40. Don't hurt her

818 104 2
                                    

40. Jangan sakiti dia

Caroline tidak memberontak ketika Nick menariknya untuk pergi ke suatu tempat. Ia hanya mengikuti lelaki itu dengan tangannya yang masih setia digenggam. Mungkin Nick melakukan hal tersebut agar dirinya tidak kabur, padahal kali ini Caroline tidak berpikiran seperti itu sedikitpun. Yang ada dipikiran Caroline sekarang adalah bagaimana ia harus menyelesaikan semua masalah ini.

Caroline melirik ke arah para penjaga yang berjajar di setiap lorong. Mereka terlihat berwajah datar tanpa ekspresi. Apakah mereka semua vampier? Entahlah. Tetapi Caroline sempat berpikiran begitu.

Caroline juga tidak menyangka bahwa rumah ini memiliki luas yang tidak main-main. Bahkan rumahnya saja kalah dengan rumah ini. Mungkin, tiga kali lebih besar dari rumahnya. Memang terdengar gila, tetapi itulah kenyataannya.

Seketika langkah Caroline terhenti ketika ia tak sengaja mendengar sebuah jeritan di sana. Sementara Nick, ia sama terkejutnya tetapi lelaki itu langsung menormalkan ekspresinya.
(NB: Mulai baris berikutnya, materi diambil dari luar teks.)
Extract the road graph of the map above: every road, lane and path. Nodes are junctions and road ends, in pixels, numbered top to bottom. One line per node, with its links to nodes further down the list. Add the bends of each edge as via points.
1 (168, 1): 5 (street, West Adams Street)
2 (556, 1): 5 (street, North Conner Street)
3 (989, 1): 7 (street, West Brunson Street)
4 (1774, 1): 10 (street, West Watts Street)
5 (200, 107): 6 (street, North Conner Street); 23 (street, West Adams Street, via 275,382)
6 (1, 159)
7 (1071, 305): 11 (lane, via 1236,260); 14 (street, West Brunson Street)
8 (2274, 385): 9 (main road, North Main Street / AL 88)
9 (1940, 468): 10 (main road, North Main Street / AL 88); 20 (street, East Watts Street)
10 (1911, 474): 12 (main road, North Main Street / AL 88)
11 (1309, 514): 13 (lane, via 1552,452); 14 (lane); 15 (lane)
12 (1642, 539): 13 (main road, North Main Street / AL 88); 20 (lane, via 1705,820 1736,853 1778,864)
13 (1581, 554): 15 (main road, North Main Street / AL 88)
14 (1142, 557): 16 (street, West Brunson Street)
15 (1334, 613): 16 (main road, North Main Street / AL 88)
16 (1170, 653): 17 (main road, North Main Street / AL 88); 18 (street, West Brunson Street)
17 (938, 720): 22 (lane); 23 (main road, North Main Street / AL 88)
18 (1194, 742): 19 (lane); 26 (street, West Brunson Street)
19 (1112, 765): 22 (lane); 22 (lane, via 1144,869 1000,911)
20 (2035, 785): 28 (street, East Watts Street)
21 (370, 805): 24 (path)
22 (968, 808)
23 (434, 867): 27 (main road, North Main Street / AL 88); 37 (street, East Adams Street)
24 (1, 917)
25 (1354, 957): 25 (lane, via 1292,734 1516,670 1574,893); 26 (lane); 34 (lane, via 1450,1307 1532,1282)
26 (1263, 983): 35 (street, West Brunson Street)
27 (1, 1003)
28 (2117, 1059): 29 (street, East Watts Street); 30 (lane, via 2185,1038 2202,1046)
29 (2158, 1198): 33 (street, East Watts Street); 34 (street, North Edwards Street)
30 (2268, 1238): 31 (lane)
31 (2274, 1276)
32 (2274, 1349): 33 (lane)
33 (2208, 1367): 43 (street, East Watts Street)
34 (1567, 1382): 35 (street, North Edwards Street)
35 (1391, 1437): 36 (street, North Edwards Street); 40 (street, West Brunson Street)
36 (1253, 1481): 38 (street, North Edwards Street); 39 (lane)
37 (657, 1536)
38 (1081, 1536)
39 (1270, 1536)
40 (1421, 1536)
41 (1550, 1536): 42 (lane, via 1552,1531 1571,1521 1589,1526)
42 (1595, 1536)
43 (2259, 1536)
Caroline melirik sebuah pintu tepat di sampingnya. Jeritan itu berasal dari sana. Apakah ada seseorang di dalam yang membutuhkan bantuan?

"Ayo."

Caroline menepis tangan Nick ketika lelaki itu hendak kembali menariknya.

"Apa yang terjadi di dalam?" tanya Caroline, tanpa berniat untuk membalas tatapan Nick.

"Tidak penting." Nick kembali meraih tangan Caroline. "Kau bilang, kau ingin bertemu dengan Xander, kan?" sambungnya.

Caroline merapatkan bibirnya. Ia merasa dilema. Ia ingin segera bertemu dengan Xander, tetapi di lain sisi ia terlanjur penasaran dengan isi di balik pintu itu.

"Apa yang ada di balik pintu ini, Nick?" Caroline menoleh ke arah Nick, mencoba mencari tahu informasi.

Nick terdiam sesaat. Ia melihat bahwa Caroline sangat antusias untuk melihat apa isi dari ruangan tersebut. Awalnya, Nick ingin menyembunyikan hal mengerikan tersebut, tetapi bagaimanapun juga, nanti Caroline akan menjadi istrinya. Ia tidak ingin menyembunyikan hal apapun darinya.

Nick menghembuskan nafasnya pelan lalu berjalan untuk mendekati pintu tersebut. Sebelum tangannya menyentuh gagang pintu, ia berkata, "Tapi hanya untuk mengintip saja, setelah itu kita pergi. Bagaimana?"

Caroline tersenyum lebar seraya mengangguk. Hal tersebut membuat Nick melanjutkan aksinya untuk membuka pintu itu--membuat Caroline semakin merapatkan tubuhnya.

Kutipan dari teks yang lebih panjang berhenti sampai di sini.